## Work task
Write out every line of the data below exactly as given.

## Supplied material
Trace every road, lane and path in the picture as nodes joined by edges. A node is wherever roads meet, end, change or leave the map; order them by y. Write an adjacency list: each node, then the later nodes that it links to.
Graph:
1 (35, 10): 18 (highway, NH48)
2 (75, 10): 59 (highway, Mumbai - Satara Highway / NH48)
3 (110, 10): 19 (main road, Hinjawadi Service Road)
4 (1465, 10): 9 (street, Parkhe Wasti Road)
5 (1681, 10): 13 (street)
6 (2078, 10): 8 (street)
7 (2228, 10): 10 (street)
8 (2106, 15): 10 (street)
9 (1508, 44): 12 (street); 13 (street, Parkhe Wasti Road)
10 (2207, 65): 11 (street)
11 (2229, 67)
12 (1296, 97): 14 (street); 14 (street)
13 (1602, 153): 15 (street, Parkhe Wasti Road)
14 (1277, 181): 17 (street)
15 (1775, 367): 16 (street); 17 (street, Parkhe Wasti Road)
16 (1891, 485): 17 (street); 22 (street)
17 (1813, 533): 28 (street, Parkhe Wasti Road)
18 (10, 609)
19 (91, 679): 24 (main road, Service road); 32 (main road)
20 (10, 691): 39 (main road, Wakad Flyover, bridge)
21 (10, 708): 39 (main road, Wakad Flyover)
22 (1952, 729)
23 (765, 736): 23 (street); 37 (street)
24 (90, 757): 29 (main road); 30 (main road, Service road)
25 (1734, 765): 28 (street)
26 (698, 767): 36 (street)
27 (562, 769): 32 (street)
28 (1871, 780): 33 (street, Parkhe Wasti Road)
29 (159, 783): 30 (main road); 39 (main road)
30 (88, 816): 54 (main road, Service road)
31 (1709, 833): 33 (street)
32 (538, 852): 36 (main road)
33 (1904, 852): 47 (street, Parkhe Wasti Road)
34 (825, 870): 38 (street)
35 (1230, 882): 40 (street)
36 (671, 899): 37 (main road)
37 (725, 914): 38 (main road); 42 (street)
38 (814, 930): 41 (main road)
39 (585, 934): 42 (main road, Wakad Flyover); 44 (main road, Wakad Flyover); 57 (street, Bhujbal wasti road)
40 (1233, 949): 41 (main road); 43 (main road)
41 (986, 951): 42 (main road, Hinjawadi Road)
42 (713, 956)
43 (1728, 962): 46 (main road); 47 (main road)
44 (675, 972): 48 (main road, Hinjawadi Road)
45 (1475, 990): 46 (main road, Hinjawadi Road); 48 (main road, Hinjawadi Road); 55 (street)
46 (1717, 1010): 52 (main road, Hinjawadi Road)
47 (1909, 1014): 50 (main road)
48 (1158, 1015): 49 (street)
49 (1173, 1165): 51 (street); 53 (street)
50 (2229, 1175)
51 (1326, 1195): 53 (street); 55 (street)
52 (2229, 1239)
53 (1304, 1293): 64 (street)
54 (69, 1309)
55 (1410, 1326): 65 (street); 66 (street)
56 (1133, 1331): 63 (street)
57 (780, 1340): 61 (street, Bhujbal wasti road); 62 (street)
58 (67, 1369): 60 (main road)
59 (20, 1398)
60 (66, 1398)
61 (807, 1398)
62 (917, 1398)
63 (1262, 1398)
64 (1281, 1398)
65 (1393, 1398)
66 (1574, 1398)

## Answer to this exercise
Trace every road, lane and path in the picture as nodes joined by edges. A node is wherever roads meet, end, change or leave the map; order them by y. Write an adjacency list: each node, then the later nodes that it links to.
Graph:
1 (35, 10): 18 (highway, NH48)
2 (75, 10): 59 (highway, Mumbai - Satara Highway / NH48)
3 (110, 10): 19 (main road, Hinjawadi Service Road)
4 (1465, 10): 9 (street, Parkhe Wasti Road)
5 (1681, 10): 13 (street)
6 (2078, 10): 8 (street)
7 (2228, 10): 10 (street)
8 (2106, 15): 10 (street)
9 (1508, 44): 12 (street); 13 (street, Parkhe Wasti Road)
10 (2207, 65): 11 (street)
11 (2229, 67)
12 (1296, 97): 14 (street); 14 (street)
13 (1602, 153): 15 (street, Parkhe Wasti Road)
14 (1277, 181): 17 (street)
15 (1775, 367): 16 (street); 17 (street, Parkhe Wasti Road)
16 (1891, 485): 17 (street); 22 (street)
17 (1813, 533): 28 (street, Parkhe Wasti Road)
18 (10, 609)
19 (91, 679): 24 (main road, Service road); 32 (main road)
20 (10, 691): 39 (main road, Wakad Flyover, bridge)
21 (10, 708): 39 (main road, Wakad Flyover)
22 (1952, 729)
23 (765, 736): 23 (street); 37 (street)
24 (90, 757): 29 (main road); 30 (main road, Service road)
25 (1734, 765): 28 (street)
26 (698, 767): 36 (street)
27 (562, 769): 32 (street)
28 (1871, 780): 33 (street, Parkhe Wasti Road)
29 (159, 783): 30 (main road); 39 (main road)
30 (88, 816): 54 (main road, Service road)
31 (1709, 833): 33 (street)
32 (538, 852): 36 (main road)
33 (1904, 852): 47 (street, Parkhe Wasti Road)
34 (825, 870): 38 (street)
35 (1230, 882): 40 (street)
36 (671, 899): 37 (main road)
37 (725, 914): 38 (main road); 42 (street)
38 (814, 930): 41 (main road)
39 (585, 934): 42 (main road, Wakad Flyover); 44 (main road, Wakad Flyover); 57 (street, Bhujbal wasti road)
40 (1233, 949): 41 (main road); 43 (main road)
41 (986, 951): 42 (main road, Hinjawadi Road)
42 (713, 956)
43 (1728, 962): 46 (main road); 47 (main road)
44 (675, 972): 48 (main road, Hinjawadi Road)
45 (1475, 990): 46 (main road, Hinjawadi Road); 48 (main road, Hinjawadi Road); 55 (street)
46 (1717, 1010): 52 (main road, Hinjawadi Road)
47 (1909, 1014): 50 (main road)
48 (1158, 1015): 49 (street)
49 (1173, 1165): 51 (street); 53 (street)
50 (2229, 1175)
51 (1326, 1195): 53 (street); 55 (street)
52 (2229, 1239)
53 (1304, 1293): 64 (street)
54 (69, 1309)
55 (1410, 1326): 65 (street); 66 (street)
56 (1133, 1331): 63 (street)
57 (780, 1340): 61 (street, Bhujbal wasti road); 62 (street)
58 (67, 1369): 60 (main road)
59 (20, 1398)
60 (66, 1398)
61 (807, 1398)
62 (917, 1398)
63 (1262, 1398)
64 (1281, 1398)
65 (1393, 1398)
66 (1574, 1398)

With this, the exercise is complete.